What are you and your fellow CanneSeries jurors using to evaluate the competition?

Of course, we talked about this. The jury and I, we all agreed that we must choose the show we like the most. So, the criteria are what really blew us away, and that's the whole package. The one where when you watch you go: this is a f**king great story. This is just a great show. Because its also crucial for me that we avoid playing to a certain side, to, for lack of emojis, pick the politically correct show. Because the best shows lie beyond that. So it will be what we like the most. Of course, we have five members on the jury, and taste is individual.

I'm now legally obligated to ask you about Game of Thrones.

Its interesting that this option has been added to every contract for every journalist. I believe it will be terminated in 2022, however.

I dont know if you saw HBO Maxs footage of the Game of Thrones prequel House of The Dragon, which will be released next year. But I was wondering, personally for you, since you're done with the show, a show that had such resounding success worldwide, and for yourself, how it feels to see it return?

I was intrigued when I saw the teaser trailer that they released. Matt Smith in that beautiful white wig, I thought it was a great visual experience. And, listen, Im as curious as everyone [to see it].

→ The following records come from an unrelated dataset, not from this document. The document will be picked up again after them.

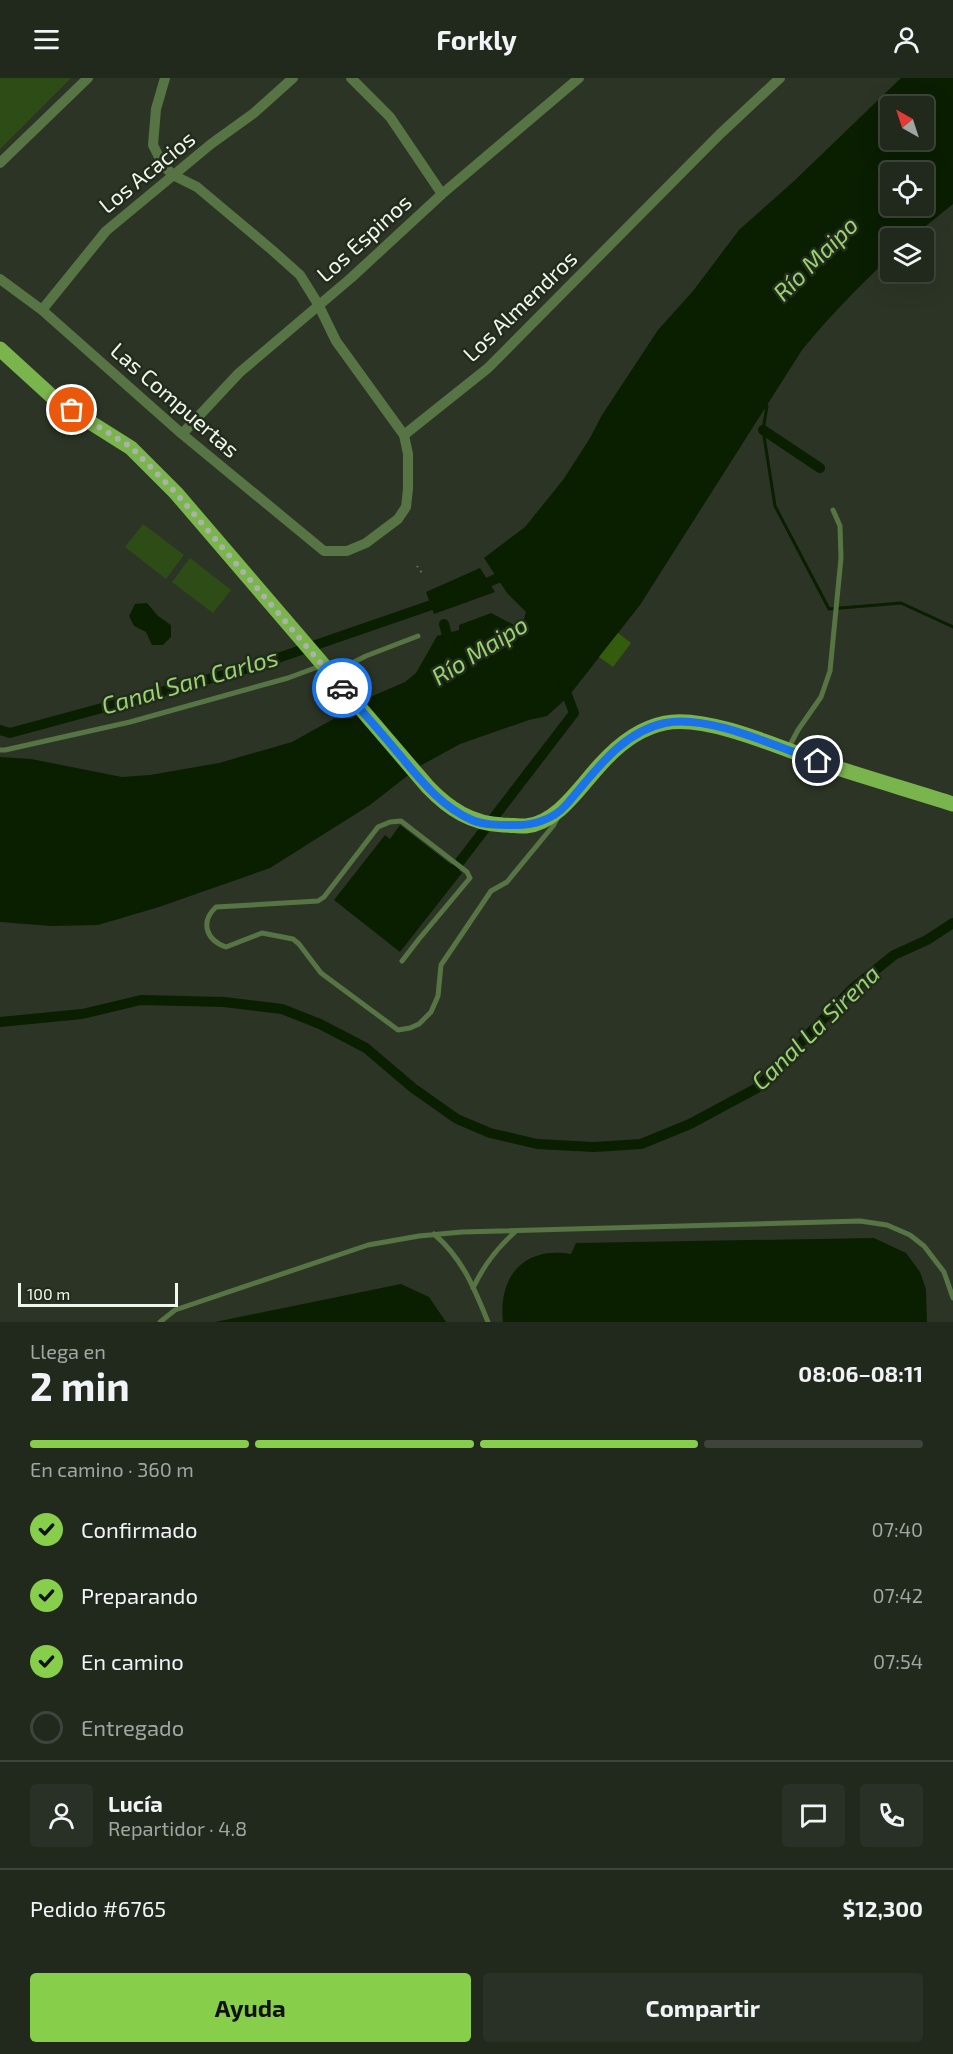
<!DOCTYPE html>
<html lang="es">
<head>
<meta charset="utf-8">
<style>
  body { margin:0; font-family:"Exo 2",sans-serif; background:#293025; color:#f1f3f6; height:100vh; display:flex; flex-direction:column; font-size:22px; white-space:nowrap }
  * { box-sizing:border-box; margin:0 }
  p { font-size:20px; color:#a2a6a3 }
  .icon { flex:none; width:33px; height:33px; fill:none; stroke:currentColor; stroke-width:2; stroke-linecap:round; stroke-linejoin:round }
  .map { position:relative; height:1244px; overflow:hidden }
  .sheet { display:flex; flex-direction:column; background:#21281c; flex:1 }
  .sheet>* { flex:none }
  .needle { width:39px; rotate:321deg }
  .controls { position:absolute; left:880px; top:18px; display:grid; gap:12px }
  .controls a { display:grid; place-items:center; width:54px; height:54px; border-radius:6px; background:#21281c; box-shadow:0 6px 24px #0002,0 0 0 2px #3e443b; font-size:30px }
  .scale { position:absolute; left:18px; bottom:15px; width:160px; box-sizing:border-box; padding-left:6px; border:3px solid #f0f7ec; border-top:0; font-size:16px; line-height:21px; white-space:nowrap; color:#f0f7ec; -webkit-text-stroke:4px #222b1c; paint-order:stroke }
  .pin { position:absolute; display:grid; place-items:center; width:51px; height:51px; color:#fff; margin:-26px; border:3px solid #fff; border-radius:50%; box-shadow:0 2px 6px #0007 }
  .courier { position:absolute; display:grid; place-items:center; width:60px; height:60px; margin:-30px; border:4px solid #1a73e8; border-radius:50%; background:#fff; color:#222; box-shadow:0 2px 8px #0007 }
  .headline em { font-style:normal; font-weight:700 }
  .headline div { display:flex; flex-direction:column-reverse }
  .headline { display:flex; align-items:center; justify-content:space-between; height:102px; padding:0 30px }
  h1 { font-size:39px; font-weight:700; line-height:45px }
  .bar { display:grid; grid-template-columns:repeat(4,1fr); gap:9px 6px; align-content:center; height:72px; padding:0 30px }
  .bar i { height:8px; border-radius:4px; background:#3e443b }
  .bar .on { background:#87cf4b }
  .bar p { grid-column:span 4 }
  .line { display:flex; align-items:center; gap:15px; padding:0 30px; border-top:2px solid #3e443b }
  .line div { flex:1 }
  .round { display:grid; place-items:center; flex:none; width:63px; height:63px; border-radius:6px; background:#293025 }
  ol { padding:0 30px; list-style:none }
  li { display:flex; align-items:center; gap:18px; height:66px }
  li p { margin-inline-start:auto }
  li .icon { padding:6px; border-radius:50%; background:#87cf4b; color:#111; stroke-width:4 }
  li:last-child { color:#a2a6a3 }
  li i { width:33px; height:33px; border:3px solid #3e443b; border-radius:50% }
  .primary-button { display:flex; gap:12px; margin-top:auto; padding:12px 30px }
  .primary-button a { flex:1; height:69px; border-radius:6px; background:#87cf4b; color:#111; font-size:24px; font-weight:700; line-height:69px; text-align:center }
  .primary-button a+a { background:#293025; color:#f1f3f6 }
  header { display:flex; justify-content:space-between; align-items:center; height:78px; padding:0 30px; background:#21281c; font-size:27px; font-weight:700 }
  .map>svg:first-child { display:block }
</style>
</head>
<body>
<header><svg class="icon" aria-label="menu" viewBox="0 0 24 24"><path d="M4 6h16M4 12h16M4 18h16"/></svg>Forkly<svg class="icon" aria-label="person" viewBox="0 0 24 24"><circle cx="12" cy="8" r="4"/><path d="M4 21q1-7 8-7t8 7"/></svg></header>
<div class="map">
<svg width="953" height="1244" viewBox="0 0 953 1244">
  <rect width="100%" height="100%" fill="#2c3525"/>
  <path fill="#2e4c16" d="M0,0h71l-71,71z
    M143,446l41,31 -18,24 -41,-32z
    M190,480l41,32 -18,23 -41,-31z"/>
  <path fill="#0a1e00" fill-rule="evenodd" d="M901,0h52v126l-42,34h-20v18c-32,30 -62,61 -89,94l-162,255 -72,92 -21,19 -18,4 -69,24 -40,22 -50,39 -100,63 -111,39 -61,18 -47,1 -51,-4v-165l31,2 91,18 28,-2 69,-12 73,-21 45,-25 24,-16 44,-19 11,-9 21,-37 22,-6v-5l32,-12 25,13 8,-7 2,-7 -19,-19 -23,-35 41,-31 38,-47 27,-42 12,-23 56,-85 35,-39 46,-61 55,-49zM891,28h33v34h-33zM891,94h33v34h-33z
    M480,490l15,24 -61,22 -8,-22z
    M147,525l11,13 13,9v12l-8,8h-11l-6,-13 -12,-6 -5,-10 6,-12z
    M400,747l62,48 -62,79 -66,-52 51,-65 5,4z
    M874,1160l32,15 14,19 6,17 1,33h-424c-5,-46 21,-76 68,-68l5,-11z
    M401,1206l28,13 17,25h-231z"/>
  <g fill="none" stroke-linecap="round" stroke-linejoin="round">
    <path stroke="#0a1e00" stroke-width="3" d="M767,328l-4,24 12,76 54,103 72,-6 52,24"/>
    <path stroke="#0a1e00" stroke-width="10" d="M763,352l57,38
      M477,509l21,-9 13,-2
      M444,546l6,23
      M0,652l10,3 239,-65 194,-67
      M455,790l119,-155 -11,-29
      M0,944l82,-8 59,-14 83,2 58,7 38,15 46,24 47,40 44,31 33,14 47,11 57,3 47,-3 49,-20 67,-36 95,-99 42,-34 33,-15 26,-17"/>
  </g>
  <path fill="#345c0d" d="M618,555l13,10 -18,24 -14,-10z"/>
  <g fill="none" stroke-linecap="round" stroke-linejoin="round">
    <path stroke="#6a7364" stroke-width="2" stroke-dasharray="1.5 4.5" stroke-linecap="butt" d="M417,488l5,7"/>
    <path stroke="#577444" stroke-width="5" d="M332,595l34,-17 52,-20
      M789,669l9,-17 23,-33 9,-26 11,-113 -1,-32 -7,-16
      M0,672h5l125,-28 158,-44 35,-13
      M402,883l17,-22 51,-61 -3,-6 -66,-51 -11,1 -12,5 -54,70 -6,4 -102,6c-16,15 -10,33 10,40l36,-14 31,6 6,5 22,29 77,57 12,-2 9,-4 12,-12 7,-16 3,-31 50,-74 16,-9 46,-56 5,-9
      M434,1156c29,25 40,54 54,88
      M473,1210c11,-23 23,-39 42,-56
      M160,1244l15,-12 193,-65 51,-9 43,-4 398,-11 27,4 23,10 14,11 20,26 9,26"/>
    <path stroke="#577444" stroke-width="10" d="M351,0l39,39 52,77
      M0,85l88,-85
      M0,201l42,31 140,124 142,117h23l19,-8 32,-24 8,-12 2,-18v-35l-4,-19 -68,-94 -18,-37 -18,-29 -28,-25 -75,-63 -24,-12 -10,-10 -10,-20 3,-36 9,-31
      M42,232l64,-79 105,-87 43,-31 39,-35
      M182,356l57,-61 112,-95 91,-84 137,-116
      M404,357l84,-67 231,-233 61,-57"/>
    <path stroke="#7ab44d" stroke-width="15" d="M0,271l58,53 73,46 45,45 252,294c21,22 44,37 75,38 7,0 15,1 23,1 32,-3 55,-41 75,-62 17,-19 39,-36 64,-41 43,-9 123,28 166,43 40,13 81,25 122,38"/>
  </g>
  <g fill="none" stroke-linecap="round" stroke-linejoin="round">
    <path stroke="#abb3a6" stroke-width="6" stroke-dasharray="0 10.8" d="M72,332l59,37 45,46 166,195"/>
    <path stroke="#1a73e8" stroke-width="8" d="M342,610c19,22 38,43 56,65 22,26 42,53 74,67 12,5 27,5 40,5 19,1 41,-5 54,-20 28,-32 55,-73 99,-82 44,-9 111,24 153,38"/>
  </g>
  <g text-anchor="middle" stroke-width="5" stroke-linejoin="round" paint-order="stroke">
    <g font-size="22" fill="#f0f7ec" stroke="#222b1c">
      <text transform="translate(147 94) rotate(-39)" y="8">Los Acacios</text>
      <text transform="translate(364 160) rotate(-42)" y="8">Los Espinos</text>
      <text transform="translate(520 228) rotate(-44)" y="8">Los Almendros</text>
      <text transform="translate(175 322) rotate(41)" y="8">Las Compuertas</text>
    </g>
    <g font-size="24" font-style="italic" fill="#99d36f" stroke="#222b1c">
      <text transform="translate(816 181) rotate(-45)" y="8">Río Maipo</text>
      <text transform="translate(480 573) rotate(-32)" y="8">Río Maipo</text>
      <text transform="translate(190 604) rotate(-16)" y="8">Canal San Carlos</text>
      <text transform="translate(816 950) rotate(-44)" y="8">Canal La Sirena</text>
    </g>
  </g>
</svg>
<div class="controls">
<a><svg class="needle" viewBox="-14 -14 28 28"><path d="M0-13l5 13h-10z" fill="#e53935"/><path d="M0 13l5-13h-10z" fill="#a2a6a3"/></svg></a>
<a><svg class="icon" aria-label="locate" viewBox="0 0 24 24"><circle cx="12" cy="12" r="6"/><path d="M12 2v4M12 18v4M2 12h4M18 12h4"/></svg></a>
<a><svg class="icon" aria-label="layers" viewBox="0 0 24 24"><path d="M12 4l9 5-9 5-9-5zM3 14l9 5 9-5"/></svg></a>
</div>
<div class="scale">100 m</div>
<div class="pin" style="left:72px;top:332px;background:#ea580c"><svg class="icon" aria-label="bag" viewBox="0 0 24 24"><path d="M5 8h14l-1 12H6zM9 8a3 3 0 0 1 6 0"/></svg></div>
<div class="pin" style="left:818px;top:683px;background:#1f2937"><svg class="icon" aria-label="home" viewBox="0 0 24 24"><path d="M3 11l9-7 9 7M6 9v11h12V9"/></svg></div>
<div class="courier" style="left:342px;top:610px"><svg class="icon" aria-label="car" viewBox="0 0 24 24"><path d="M5 17H2v-5l4-1 3-4h7l3 4 3 1v5h-3M9 17h6M6 11h13"/><circle cx="7" cy="17" r="2"/><circle cx="17" cy="17" r="2"/></svg></div>
</div>
<section class="sheet">
<div class="headline"><div><h1>2 min</h1><p>Llega en</p></div><em>08:06–08:11</em></div>
<div class="bar"><i class="on"></i><i class="on"></i><i class="on"></i><i></i><p>En camino · 360 m</p></div>
<ol>
<li><svg class="icon" aria-label="check" viewBox="0 0 24 24"><path d="M5 12l5 5 9-10"/></svg>Confirmado<p>07:40</p></li>
<li><svg class="icon" aria-label="check" viewBox="0 0 24 24"><path d="M5 12l5 5 9-10"/></svg>Preparando<p>07:42</p></li>
<li><svg class="icon" aria-label="check" viewBox="0 0 24 24"><path d="M5 12l5 5 9-10"/></svg>En camino<p>07:54</p></li>
<li><i></i>Entregado</li>
</ol>
<div class="line" style="height:108px"><a class="round"><svg class="icon" aria-label="person" viewBox="0 0 24 24"><circle cx="12" cy="8" r="4"/><path d="M4 21q1-7 8-7t8 7"/></svg></a><div><b>Lucía</b><p>Repartidor · 4.8</p></div><a class="round"><svg class="icon" aria-label="chat" viewBox="0 0 24 24"><path d="M4 5h16v11H9l-5 4z"/></svg></a><a class="round"><svg class="icon" aria-label="phone" viewBox="0 0 24 24"><path d="M5 4h4l2 5-3 2q2 4 5 5l2-3 5 2v4C11 20 4 13 5 4z"/></svg></a></div>
<div class="line" style="height:78px"><div>Pedido #6765</div><b>$12,300</b></div>
<div class="primary-button"><a>Ayuda</a><a>Compartir</a></div>
</section>
</body>
</html>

But it's a totally different show. Its its own show. I just hope its great. I hope the success of Game of Thrones wont put people off when they watch this new series. It took a while for us to get into Game of Thrones. I remember people saying during the first season, theyre too many characters, I dont know whats going on! I dont think they have the luxury we had. Theyll be compared to where we were in season four or five, because thats what theyre going to be. But I really hope its a huge hit for them.